> From:          [EMAIL PROTECTED] (Tom Walker)

> Max Sawicky wrote,
> 
> >It is one thing to say that overtime is bad for the
> >following economic reasons and we would like
> >to discourage it.  It is another to put a social
> >price tag on overtime.  The latter would suggest
> >the proper sort of tax.
> 
> I still get the feeling that you are using a conventional definition of
> overtime -- hours in excess of a _fixed_ standard. 

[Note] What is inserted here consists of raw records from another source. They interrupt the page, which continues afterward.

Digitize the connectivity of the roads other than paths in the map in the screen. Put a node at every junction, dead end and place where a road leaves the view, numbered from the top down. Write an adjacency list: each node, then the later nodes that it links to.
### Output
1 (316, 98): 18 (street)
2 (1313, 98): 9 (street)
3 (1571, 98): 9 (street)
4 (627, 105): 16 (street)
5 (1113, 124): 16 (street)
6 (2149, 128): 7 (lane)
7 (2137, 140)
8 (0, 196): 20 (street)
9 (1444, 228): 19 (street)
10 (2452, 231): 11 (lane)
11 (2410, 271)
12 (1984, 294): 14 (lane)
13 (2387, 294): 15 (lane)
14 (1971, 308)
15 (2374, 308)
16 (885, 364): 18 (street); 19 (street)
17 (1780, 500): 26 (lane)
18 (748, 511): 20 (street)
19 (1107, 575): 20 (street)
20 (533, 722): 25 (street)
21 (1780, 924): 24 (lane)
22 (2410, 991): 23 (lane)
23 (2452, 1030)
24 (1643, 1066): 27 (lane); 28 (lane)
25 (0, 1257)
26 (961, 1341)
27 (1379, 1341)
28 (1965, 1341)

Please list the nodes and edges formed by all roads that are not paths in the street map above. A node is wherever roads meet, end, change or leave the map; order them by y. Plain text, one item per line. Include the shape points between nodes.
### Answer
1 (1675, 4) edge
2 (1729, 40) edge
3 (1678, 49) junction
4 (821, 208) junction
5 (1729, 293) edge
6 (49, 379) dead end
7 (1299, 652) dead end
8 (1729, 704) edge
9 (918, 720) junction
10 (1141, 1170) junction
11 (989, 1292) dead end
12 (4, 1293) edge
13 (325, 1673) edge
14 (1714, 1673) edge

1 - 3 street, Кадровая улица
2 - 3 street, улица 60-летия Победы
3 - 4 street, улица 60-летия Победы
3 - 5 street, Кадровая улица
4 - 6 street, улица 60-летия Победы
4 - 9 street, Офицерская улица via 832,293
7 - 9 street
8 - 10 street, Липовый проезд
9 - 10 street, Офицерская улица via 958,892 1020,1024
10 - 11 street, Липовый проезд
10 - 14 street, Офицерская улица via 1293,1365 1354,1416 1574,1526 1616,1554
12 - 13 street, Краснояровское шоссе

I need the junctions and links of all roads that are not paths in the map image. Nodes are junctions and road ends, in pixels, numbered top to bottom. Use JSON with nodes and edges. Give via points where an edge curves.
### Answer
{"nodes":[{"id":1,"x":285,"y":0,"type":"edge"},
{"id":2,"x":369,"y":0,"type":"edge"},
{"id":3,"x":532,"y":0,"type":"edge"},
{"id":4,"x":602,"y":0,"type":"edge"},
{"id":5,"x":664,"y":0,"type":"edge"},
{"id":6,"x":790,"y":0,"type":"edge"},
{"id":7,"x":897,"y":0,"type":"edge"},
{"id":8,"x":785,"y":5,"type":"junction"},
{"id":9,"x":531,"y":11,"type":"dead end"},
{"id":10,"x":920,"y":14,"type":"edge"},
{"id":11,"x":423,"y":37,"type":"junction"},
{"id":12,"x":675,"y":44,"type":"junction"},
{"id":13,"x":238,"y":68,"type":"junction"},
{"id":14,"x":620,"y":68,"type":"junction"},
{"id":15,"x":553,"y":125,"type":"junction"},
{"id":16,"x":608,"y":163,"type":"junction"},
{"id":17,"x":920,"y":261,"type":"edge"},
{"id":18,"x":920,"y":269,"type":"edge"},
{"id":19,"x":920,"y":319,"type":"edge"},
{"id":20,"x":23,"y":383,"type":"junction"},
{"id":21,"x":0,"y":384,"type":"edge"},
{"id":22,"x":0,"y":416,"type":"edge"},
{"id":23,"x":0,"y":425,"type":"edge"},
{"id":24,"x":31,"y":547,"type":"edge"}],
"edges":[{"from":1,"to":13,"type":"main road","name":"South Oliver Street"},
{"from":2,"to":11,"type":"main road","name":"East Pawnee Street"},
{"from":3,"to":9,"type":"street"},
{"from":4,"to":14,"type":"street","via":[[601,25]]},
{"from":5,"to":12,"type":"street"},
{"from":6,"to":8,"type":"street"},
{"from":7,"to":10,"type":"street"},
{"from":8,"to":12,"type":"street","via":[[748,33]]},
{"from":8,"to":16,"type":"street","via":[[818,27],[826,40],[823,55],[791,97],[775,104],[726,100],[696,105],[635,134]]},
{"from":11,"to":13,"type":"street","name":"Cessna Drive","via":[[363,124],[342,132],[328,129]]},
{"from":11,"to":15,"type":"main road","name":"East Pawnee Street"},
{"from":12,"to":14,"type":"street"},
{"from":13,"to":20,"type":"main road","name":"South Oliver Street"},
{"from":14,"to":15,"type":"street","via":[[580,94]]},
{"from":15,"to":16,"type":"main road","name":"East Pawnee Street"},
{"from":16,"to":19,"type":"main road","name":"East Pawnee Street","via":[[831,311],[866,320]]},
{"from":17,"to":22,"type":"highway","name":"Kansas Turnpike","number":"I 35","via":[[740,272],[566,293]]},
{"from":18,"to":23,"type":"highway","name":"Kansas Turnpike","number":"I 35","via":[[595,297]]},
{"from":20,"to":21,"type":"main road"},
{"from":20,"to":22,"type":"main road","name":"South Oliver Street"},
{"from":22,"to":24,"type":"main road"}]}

If you want to use a variable standard, that
hardly simplifies things.

> >It would be helpful to know three things:  what sort
> >of trade-off obtains between overtime and extra jobs,
> >the values placed on one less and one extra hour,
> >respectively, by the person working overtime and the
> >person working 'undertime,' and the social costs of
> >the additional hour of undertime.   We were talking 
> >about accounting, after all, which implies close
> >quantification of these things.
> 
> 1. I don't think it's useful to try to calculate the specific trade-off
> between overtime and extra jobs. In terms of accounting standards, this
> would be a diversion. Look at how depreciation is accounted for -- by
> _convention_, not by empirical analysis. Can you or anyone say how the
> conventional schedules of depreciation compare with actual depreciation? Of

Actually there's a good bit of research on this.
Obviously the theories are not perfect, but they
at least provide a mechanism for calculating
something.

> course not. Actual depreciation depends on so many variables that it
> couldn't realistically be calculated (except by the divine calculator,
> perhaps). By the same token, a tax on overtime would establish a convention
> based on a hypothetical trade-off, not a measured trade-off. 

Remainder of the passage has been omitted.